Namun ketika “dia tidak berkuasa”, eh, malah ikut pula membentangkan poster, menggunakan ikat Kepala, berdemonstrasi didepan kantornya.
Bak “seorang mentor” kemudian berceramah dan berorasi kemudian mengevaluasi para penggantinya.
“Malu dengan umur”, kata orang tua dikampung sambil tersenyum.
Padahal, apabila adanya “kekeliruan” dari sang yunior, alangkah “elegannya” kemudian “langsung” menyamperin. Kemudian “mengkritik” sembari memberikan nasehat agar perbaikan dapat dilakukan terus menerus.

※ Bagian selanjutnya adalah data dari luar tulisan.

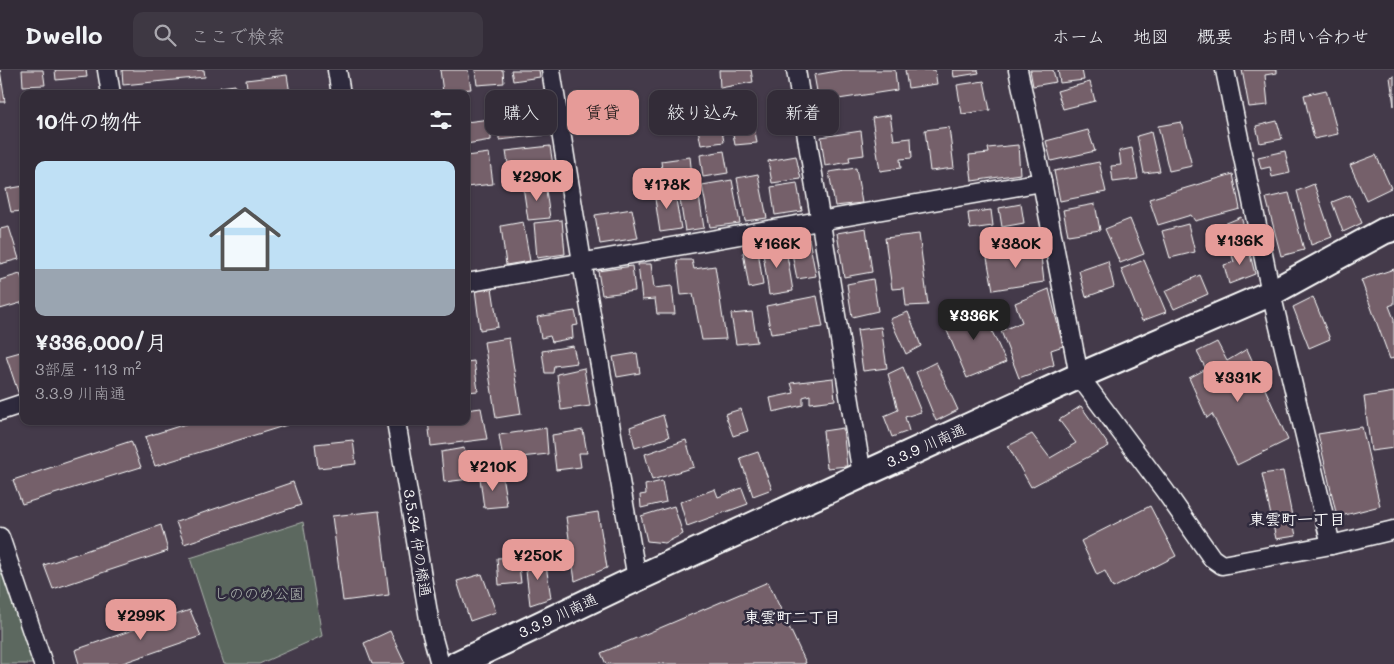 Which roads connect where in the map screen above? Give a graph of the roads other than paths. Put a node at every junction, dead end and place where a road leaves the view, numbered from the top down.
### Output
1 (107, 70) edge
2 (337, 70) edge
3 (551, 70) edge
4 (796, 70) edge
5 (1018, 70) edge
6 (1225, 70) edge
7 (110, 90) edge
8 (340, 90) edge
9 (1042, 182) junction
10 (822, 220) junction
11 (1394, 228) edge
12 (582, 262) junction
13 (470, 282) edge
14 (1271, 293) junction
15 (1079, 376) junction
16 (20, 404) edge
17 (0, 411) edge
18 (397, 425) edge
19 (862, 475) junction
20 (1394, 530) edge
21 (0, 537) edge
22 (1331, 545) junction
23 (637, 579) junction
24 (43, 664) edge
25 (440, 664) edge
26 (457, 664) edge

1 - 7 street
2 - 8 street
3 - 12 street
4 - 10 street
5 - 9 street
6 - 14 street
9 - 10 street
9 - 15 street
10 - 12 street
10 - 19 street
11 - 14 street, 3.3.9 川南通
12 - 13 street
12 - 23 street
14 - 15 street, 3.3.9 川南通
14 - 22 street
15 - 19 street, 3.3.9 川南通
15 - 22 street
16 - 17 street
18 - 25 street, 3.5.34 仲の橋通
19 - 23 street, 3.3.9 川南通
20 - 22 street
21 - 24 street
23 - 26 street, 3.3.9 川南通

Bukankah “mereka” mempunyai “akses” langsung untuk bertemu kepada para penggantinya.
Tidak semestinya ataupun “tidak elegan” kemudian “berteriak-teriak” diluar sembari “paling benar”.
Terlepas dari “kegeraman” orde baru yang dipimpin Presiden Soeharto, namun makna “Lengser Keprabon. Mandig Pandito” dipegang Teguh oleh Soeharto.
Soeharto kemudian “menyepi”. Hilang dari hiruk pikuk suasana politik setelah dia “lengser keprabon”.
Soeharto tenggelam dengan kesunyian.
Tentu saja bukan pujian yang kita sampaikan kepada keteladanan Soeharto.
Namun nilai dan sikap “Lengser Keprabon. Mandig Pandito” dapat menjadikan inspirasi kepada para “senior” yang telah “Lengser Keprabon” agar dapat menjadi “bijaksana (pandito) dan menjadi negarawan sesungguhnya.
Tradisi ini Sudah lama dipraktekkan di Amerika. Para Mantan Presiden Amerika yang Masih hidup “sering berkumpul” untuk membicarakan politik dengan Presiden yang Masih berkuasa.
Mereka sering berkumpul di “Camp David”. Jauh dari publikasi media massa.
Bahkan tidak tanggung-tanggung. Didalam berbagai kisah-kisah yang sering disaksikan di Film Hollywood, Para Presiden Amerika “mempunyai buku diary”. Yang diwariskan terus menerus kepada presiden selanjutnya.
Sehingga Presiden selanjutnya dapat memahami “suasana Politik”, “sikap politik” yang diambil”, termasuk Kebijakan kontroversial di masa-masa tertentu.
Diari ini terus diwariskan dan menjadi “rahasia” tersendiri para Presiden Amerika Serikat.
Namun secara nilai, Indonesia sudah mempunyai cara pandang dan sikap yang harus diambil para Pemimpin setelah tidak berkuasa lagi (lengser keprabon). Harus menjadi “pandito”. Harus menjadi negarawan. Menjadi “suluh” dan solusi dari berbagai pihak untuk menjernihkan persoalan.
Namun didalam praktek masih ditemukan para “Senior” Masih enggan untuk “mandig Pandito”.
Mungkin benar juga apa yang sering disampaikan para Psikolog. Yang sering menyebutkan sebagai “gejala” the Power Syndrome”.
Sehingga para “senior” yang Masih sibuk “mengurusi” urusan Yuniornya, sudah dihinggapi “the Power Syndrome”.
Namun yang menyedihkan, The Power Syndrome” Sudah akut. Dan Sudah saatnya juga harus “diperlakukan” tindakkan medis untuk menghilangkan gejala “The Power Syndrome”.